[DATA FOR THIS EXERCISE Boundary: Start]

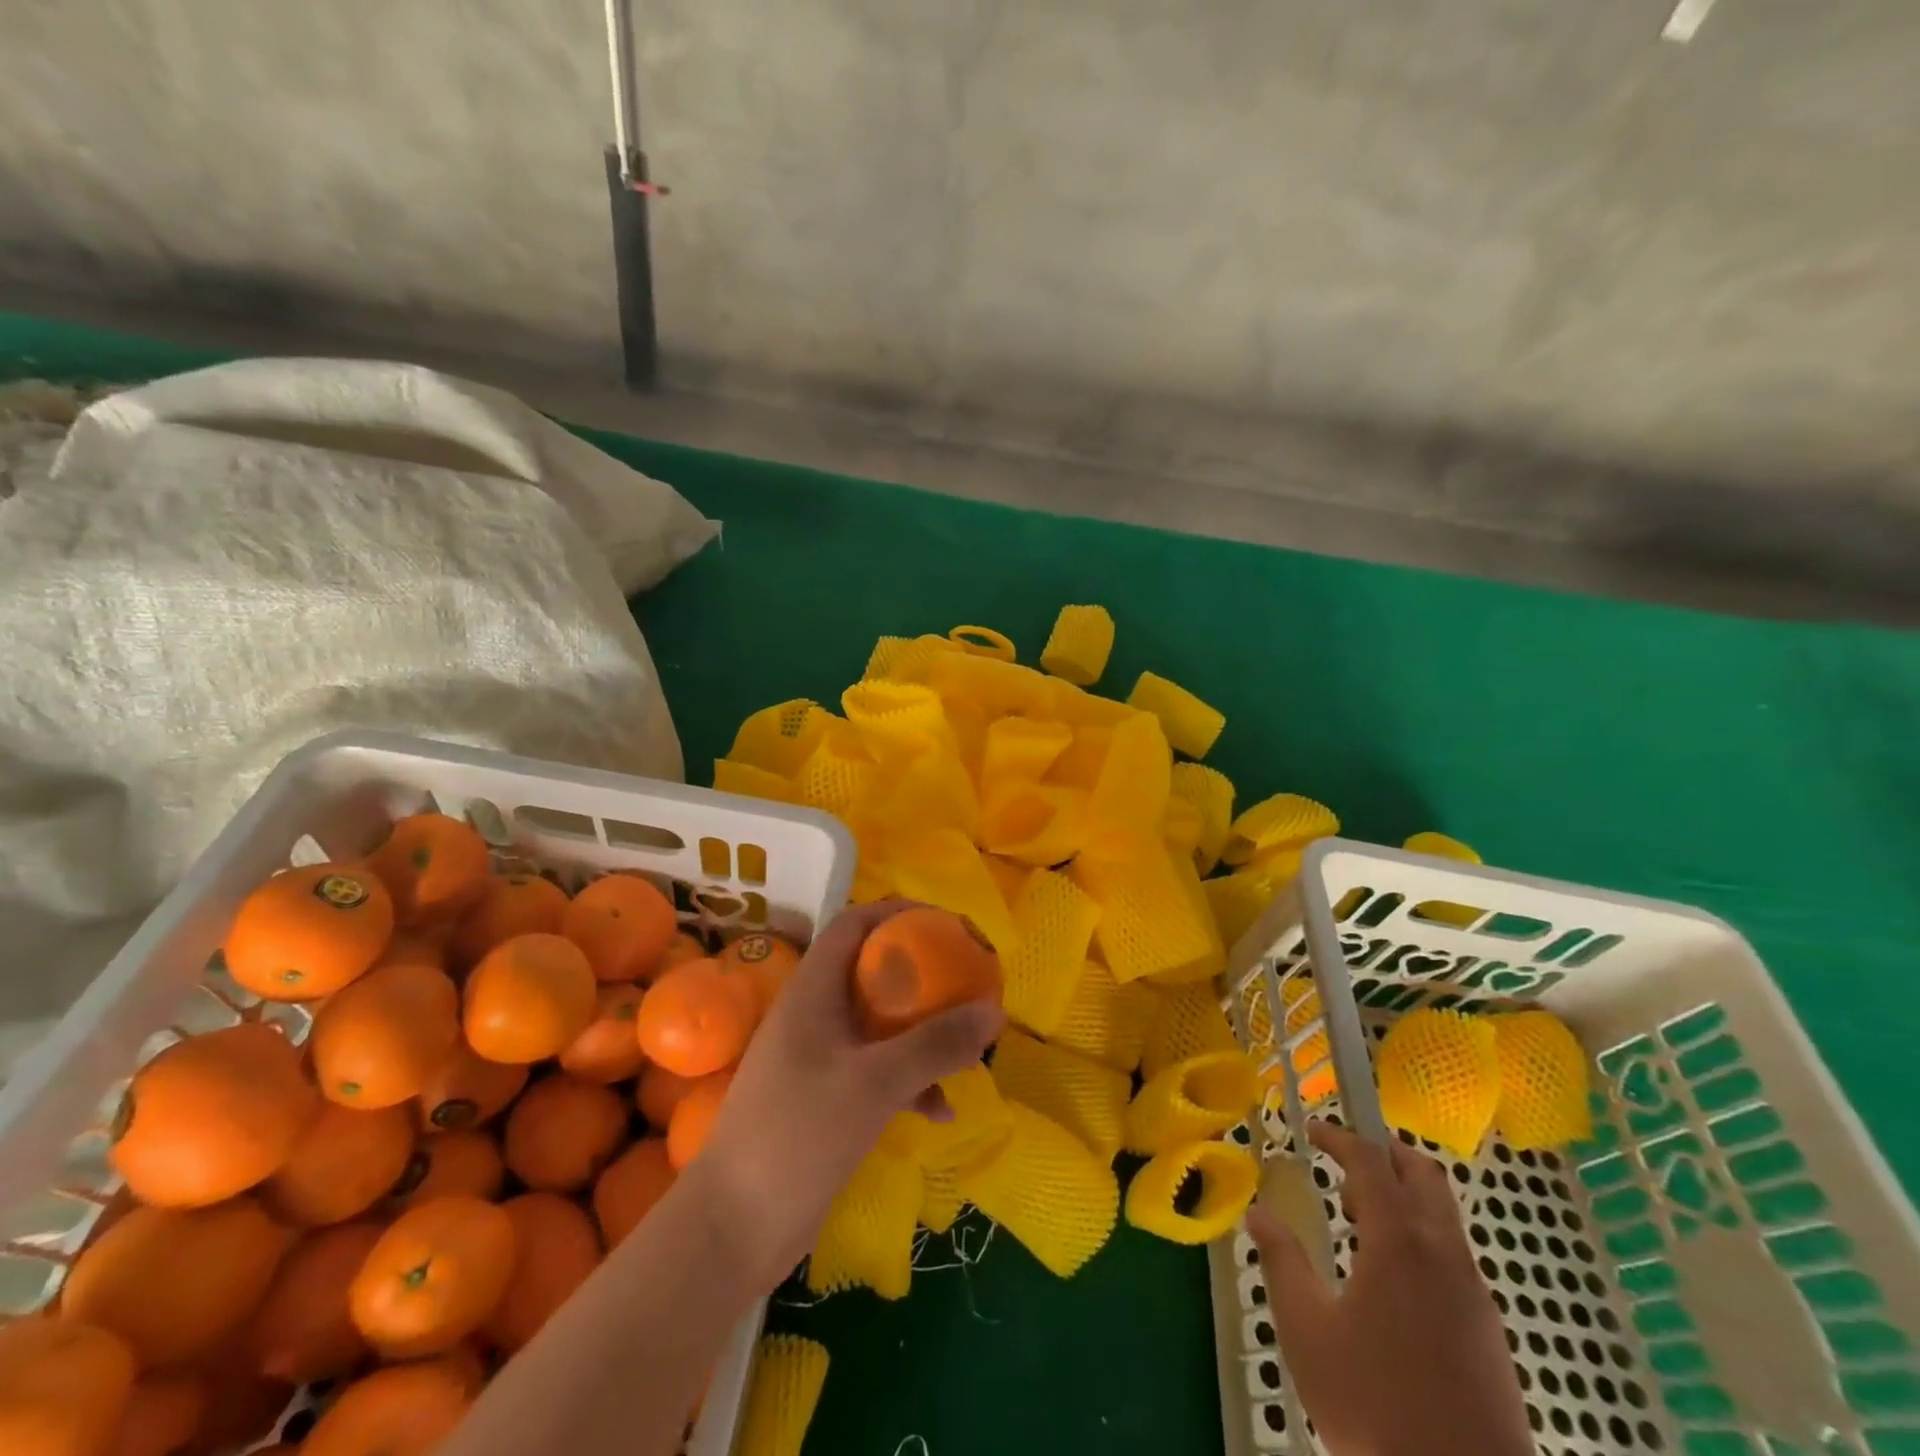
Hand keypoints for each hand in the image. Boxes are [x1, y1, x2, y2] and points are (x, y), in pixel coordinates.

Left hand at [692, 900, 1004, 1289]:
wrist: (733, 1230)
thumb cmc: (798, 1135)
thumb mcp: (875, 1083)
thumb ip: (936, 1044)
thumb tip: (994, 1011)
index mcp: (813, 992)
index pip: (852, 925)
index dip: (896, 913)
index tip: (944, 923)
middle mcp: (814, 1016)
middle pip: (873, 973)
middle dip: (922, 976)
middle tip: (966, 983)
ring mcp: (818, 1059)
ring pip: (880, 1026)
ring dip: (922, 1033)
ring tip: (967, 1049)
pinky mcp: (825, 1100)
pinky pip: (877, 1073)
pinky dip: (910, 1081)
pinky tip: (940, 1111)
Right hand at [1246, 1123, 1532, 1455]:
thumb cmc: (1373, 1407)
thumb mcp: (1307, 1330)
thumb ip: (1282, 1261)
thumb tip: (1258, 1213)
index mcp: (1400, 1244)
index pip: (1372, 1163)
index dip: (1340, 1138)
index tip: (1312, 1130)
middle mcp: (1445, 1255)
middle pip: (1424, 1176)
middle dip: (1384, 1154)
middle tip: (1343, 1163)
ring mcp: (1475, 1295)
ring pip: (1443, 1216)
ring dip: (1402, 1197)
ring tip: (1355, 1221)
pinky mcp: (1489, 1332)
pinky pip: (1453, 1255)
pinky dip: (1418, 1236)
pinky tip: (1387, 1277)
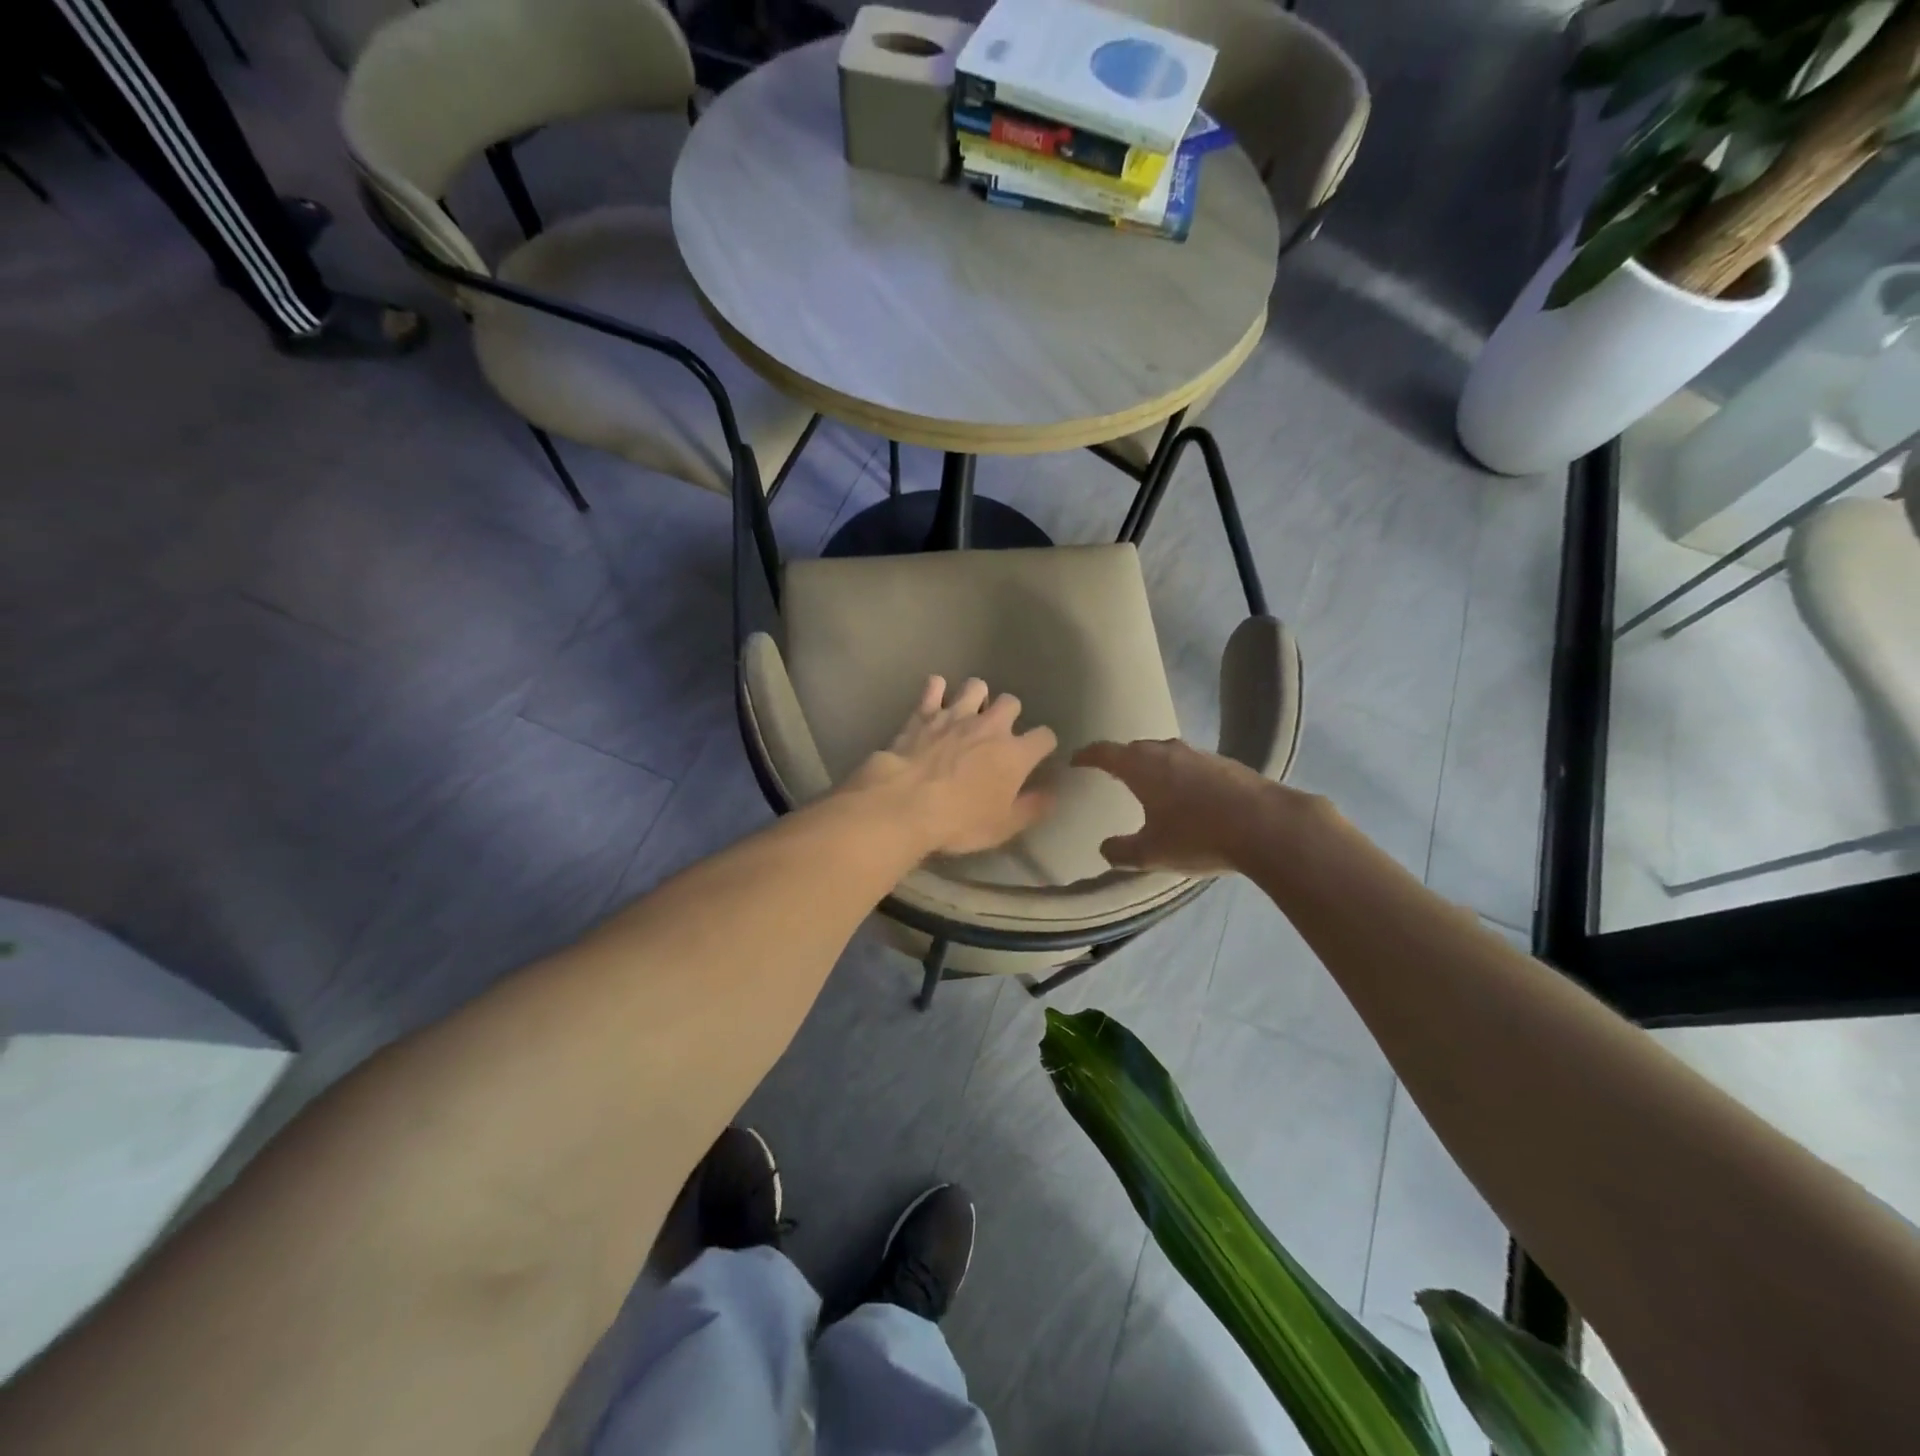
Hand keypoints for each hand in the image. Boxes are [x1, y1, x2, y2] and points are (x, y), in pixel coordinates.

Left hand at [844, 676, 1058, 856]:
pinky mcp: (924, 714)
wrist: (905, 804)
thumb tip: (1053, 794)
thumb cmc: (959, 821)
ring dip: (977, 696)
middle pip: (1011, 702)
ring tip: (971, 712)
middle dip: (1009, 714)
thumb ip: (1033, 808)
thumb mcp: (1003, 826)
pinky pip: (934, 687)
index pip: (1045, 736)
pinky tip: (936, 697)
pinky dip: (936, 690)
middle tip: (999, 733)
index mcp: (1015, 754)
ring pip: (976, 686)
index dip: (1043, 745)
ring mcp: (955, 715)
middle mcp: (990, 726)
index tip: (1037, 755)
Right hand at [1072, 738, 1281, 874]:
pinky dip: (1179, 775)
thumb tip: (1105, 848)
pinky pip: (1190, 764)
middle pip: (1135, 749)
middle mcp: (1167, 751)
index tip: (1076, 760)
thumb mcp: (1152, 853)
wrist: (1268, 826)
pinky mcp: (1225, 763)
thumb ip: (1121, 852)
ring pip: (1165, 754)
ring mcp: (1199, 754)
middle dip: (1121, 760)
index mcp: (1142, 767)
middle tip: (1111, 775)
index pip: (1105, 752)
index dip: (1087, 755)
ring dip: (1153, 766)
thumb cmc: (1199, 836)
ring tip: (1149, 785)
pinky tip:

[DATA FOR THIS EXERCISE Boundary: End]

◆ **TASK TO COMPLETE**:
Set down the material above as is, without any pictures.

◆ **ANSWER TO THIS TASK**:
Hand keypoints for each hand in the image. Boxes are [x1, y1, x2, y2] and points are (x, y), in pixel coordinates.

Left hand at [692, 900, 1004, 1289]:
wrist: (733, 1230)
thumb cmc: (798, 1135)
thumb mcp: (875, 1083)
thumb ip: (936, 1044)
thumb tip: (994, 1011)
index mcp: (813, 992)
index pip: (852, 925)
index dip: (896, 913)
index tip: (944, 923)
middle mcp: (814, 1016)
middle pip: (873, 973)
middle dip: (922, 976)
middle tip: (966, 983)
ring mcp: (818, 1059)
ring pip: (880, 1026)
ring dip: (922, 1033)
ring tip: (967, 1049)
pinky mcp: (825, 1100)
pinky pip: (877, 1073)
pinky dip: (910, 1081)
pinky tip: (940, 1111)
Right hand at [1246, 1123, 1532, 1455]:
thumb cmc: (1373, 1407)
thumb mcp: (1307, 1330)
thumb ip: (1282, 1261)
thumb tip: (1258, 1213)
index mcp: (1400, 1244)
index pip: (1372, 1163)
index dip: (1340, 1138)
index tip: (1312, 1130)
middle mcp: (1445, 1255)
middle pip: (1424, 1176)
middle dip: (1384, 1154)
middle tip: (1343, 1163)
ring mcp: (1475, 1295)
ring pip: (1443, 1216)
ring dip: (1402, 1197)
ring tip: (1355, 1221)
pinky mcp: (1489, 1332)
pinky pip: (1453, 1255)
pinky dip: (1418, 1236)
pinky tip: (1387, 1277)
Hand keypoints for each hand in the image. Boxes are [x1, y1, x2, y2] and points are (x, y), in pixel coordinates.

Left hand at [844, 676, 1058, 856]:
pinky mcp: (924, 714)
wrist: (905, 804)
thumb tip: (1053, 794)
thumb cmc: (959, 821)
ring dip: (977, 696)
middle pip: (1011, 702)
ring tip: (971, 712)
middle dip: (1009, 714)
thumb ip: (1033, 808)
thumb mcp: (1003, 826)
pinky pip: (934, 687)
index pip: (1045, 736)
pinky tip: (936, 697)
pinky dip: (936, 690)
middle tip: (999, 733)
index mcp: (1015, 754)
ring pip: (976, 686)
index dip: (1043, 745)
ring mcp: (955, 715)
middle mcp: (990, 726)
index tip: (1037, 755)
Right hand at [1072, 738, 1281, 874]:
pinky dip: (1179, 775)
thumb tip: (1105, 848)
pinky pip: (1190, 764)
middle pip: (1135, 749)
middle mcp: (1167, 751)
index tip: (1076, 760)
thumb mcp: (1152, 853)
wrist: (1268, 826)
pinky mcp: (1225, 763)
thumb ip: (1121, 852)
ring pip: (1165, 754)
ring mcp: (1199, 754)
middle dip: (1121, 760)
index mcp: (1142, 767)
middle tip: (1111, 775)
index pip: (1105, 752)
index dip: (1087, 755)
ring dip: (1153, 766)
thumb cmc: (1199, 836)
ring tip: (1149, 785)
pinky tip:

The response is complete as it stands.